Yea I would like to know more about PBL... maybe it will be more structured then i think it will be..
YEa i know wrong thread......
It's not. Well, kind of. I'll explain briefly.
You meet, get Page 1 of a case, which is something like, "Joe Bob, a 65yo male, presents to the ED with chest pain."
You talk about a differential diagnosis (Ddx) for a bit, then do a mock role-playing interview, where someone plays doc and someone plays patient (with a patient script, doc has to wing it).
Then, you get a page detailing the history of the case that you just role-played. This is basically what would be typed up in an EMR or written in the chart. You talk about this, and anything complicated is discussed. Then, you work on your DDx.

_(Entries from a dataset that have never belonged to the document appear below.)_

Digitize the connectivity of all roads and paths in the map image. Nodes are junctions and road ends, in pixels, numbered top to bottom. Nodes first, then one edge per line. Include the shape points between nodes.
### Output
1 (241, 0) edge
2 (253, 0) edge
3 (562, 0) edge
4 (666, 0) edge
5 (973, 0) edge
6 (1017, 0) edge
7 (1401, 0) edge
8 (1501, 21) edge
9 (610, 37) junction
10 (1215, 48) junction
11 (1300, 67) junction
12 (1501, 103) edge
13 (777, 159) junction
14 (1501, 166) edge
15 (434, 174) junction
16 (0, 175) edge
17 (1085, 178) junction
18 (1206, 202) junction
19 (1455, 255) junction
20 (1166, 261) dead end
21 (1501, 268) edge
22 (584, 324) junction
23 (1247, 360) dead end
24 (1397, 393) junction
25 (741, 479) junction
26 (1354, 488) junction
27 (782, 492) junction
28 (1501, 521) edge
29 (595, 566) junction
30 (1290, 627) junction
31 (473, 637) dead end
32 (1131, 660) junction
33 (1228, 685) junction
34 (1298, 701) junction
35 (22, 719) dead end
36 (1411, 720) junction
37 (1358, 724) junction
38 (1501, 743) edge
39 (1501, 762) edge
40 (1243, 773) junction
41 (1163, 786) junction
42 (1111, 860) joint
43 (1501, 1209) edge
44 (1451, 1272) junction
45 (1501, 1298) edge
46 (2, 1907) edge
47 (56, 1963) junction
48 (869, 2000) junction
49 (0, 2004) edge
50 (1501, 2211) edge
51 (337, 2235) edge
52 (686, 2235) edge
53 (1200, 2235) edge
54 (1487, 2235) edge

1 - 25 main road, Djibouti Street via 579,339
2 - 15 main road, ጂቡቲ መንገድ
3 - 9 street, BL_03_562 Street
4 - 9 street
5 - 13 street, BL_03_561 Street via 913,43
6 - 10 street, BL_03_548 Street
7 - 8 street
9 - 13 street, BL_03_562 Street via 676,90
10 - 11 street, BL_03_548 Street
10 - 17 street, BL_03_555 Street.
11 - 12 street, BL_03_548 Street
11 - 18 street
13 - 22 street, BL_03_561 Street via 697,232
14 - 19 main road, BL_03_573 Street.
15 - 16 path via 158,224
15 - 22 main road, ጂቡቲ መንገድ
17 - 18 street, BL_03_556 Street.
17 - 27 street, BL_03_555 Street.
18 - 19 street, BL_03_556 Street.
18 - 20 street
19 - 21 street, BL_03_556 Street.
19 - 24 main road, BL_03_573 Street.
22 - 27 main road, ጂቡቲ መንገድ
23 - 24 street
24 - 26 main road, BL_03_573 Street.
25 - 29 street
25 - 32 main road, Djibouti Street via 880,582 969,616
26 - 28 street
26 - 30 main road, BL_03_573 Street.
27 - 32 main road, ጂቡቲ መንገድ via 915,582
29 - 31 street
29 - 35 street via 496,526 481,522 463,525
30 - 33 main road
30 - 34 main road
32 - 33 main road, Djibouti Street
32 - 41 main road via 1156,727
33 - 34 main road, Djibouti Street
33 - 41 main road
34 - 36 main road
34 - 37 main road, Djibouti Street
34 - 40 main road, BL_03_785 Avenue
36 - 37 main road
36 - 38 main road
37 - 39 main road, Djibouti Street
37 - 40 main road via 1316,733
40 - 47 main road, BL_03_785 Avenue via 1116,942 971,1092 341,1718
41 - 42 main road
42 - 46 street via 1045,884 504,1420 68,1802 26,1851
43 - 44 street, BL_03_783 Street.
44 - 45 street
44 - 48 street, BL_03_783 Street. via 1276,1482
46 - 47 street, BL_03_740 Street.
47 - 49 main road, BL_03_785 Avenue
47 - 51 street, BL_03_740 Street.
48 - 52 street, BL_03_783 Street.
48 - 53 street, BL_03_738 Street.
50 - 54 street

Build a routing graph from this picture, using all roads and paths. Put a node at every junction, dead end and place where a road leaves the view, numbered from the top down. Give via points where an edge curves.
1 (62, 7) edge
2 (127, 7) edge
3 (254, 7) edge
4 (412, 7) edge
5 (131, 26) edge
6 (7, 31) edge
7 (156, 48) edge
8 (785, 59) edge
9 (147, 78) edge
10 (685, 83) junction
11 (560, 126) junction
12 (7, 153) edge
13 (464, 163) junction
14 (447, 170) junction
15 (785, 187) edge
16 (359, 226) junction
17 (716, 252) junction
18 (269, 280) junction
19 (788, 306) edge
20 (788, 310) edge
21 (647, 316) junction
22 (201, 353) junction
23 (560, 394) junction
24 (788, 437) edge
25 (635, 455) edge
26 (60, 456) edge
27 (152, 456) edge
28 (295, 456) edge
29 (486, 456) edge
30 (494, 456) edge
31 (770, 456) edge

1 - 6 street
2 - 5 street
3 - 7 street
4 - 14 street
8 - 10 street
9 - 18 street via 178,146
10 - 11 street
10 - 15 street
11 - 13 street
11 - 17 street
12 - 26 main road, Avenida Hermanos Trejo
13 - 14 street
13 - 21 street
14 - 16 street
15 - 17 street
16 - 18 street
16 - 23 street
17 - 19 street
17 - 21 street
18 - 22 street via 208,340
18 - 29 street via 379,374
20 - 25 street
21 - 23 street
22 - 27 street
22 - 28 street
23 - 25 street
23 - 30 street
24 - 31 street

Then you get an exam page (maybe after discussing what MIGHT be findings you'd expect on the exam of an MI patient). You go over that and talk about or look up any terms you don't know.
This is probably the end of day 1 for the case. You might get to a lab work page, but maybe not.
At the end of the day the group picks what chapters they want to read before the next session (usually have about 1.5 days to read these).
For this case, a group might pick: Heart anatomy, 3-4 heart physiology chapters, maybe some mitochondria biochem (for reaction to injury stuff), maybe some heart path (more likely in second year, lots of 1st years shy away from path at first), maybe some pharm for related drugs later in the case.
So there you have your "homework." Come back, you've read, the case progresses, you pick more readings. At the end of the case, the group picks which chapters were most relevant that the group wants to be tested on. Most groups wind up picking the same topics (with some variation) so although each group gets a different test, (which includes ~4-7 cases and ~25-40 chapters) the tests are still largely similar to each other, because if you get an MI case, you're going to pick Heart Physiology. It's a "duh-we're-supposed-to-pick-this" chapter.
Is that enough structure for you? Maybe, maybe not. They don't tell you exactly what to read. The amount of structure during group meetings varies depending on your facilitator (teacher). Some facilitators barely talk, and expect the group to lead themselves. Others are very hands-on and talk too much. Most are somewhere in between and help you out if you get stuck or give you some important clinical correlations that you might miss otherwise.
You can find more detailed descriptions elsewhere on SDN, but that's the basic gist. As a 4th year, I will say that PBL is great at preparing you for rotations, as you're very used to seeing and interpreting labs, reading charts, thinking of DDx, etc. I think it smooths the transition to 3rd year a bit. A bit. lol. Hope that helps.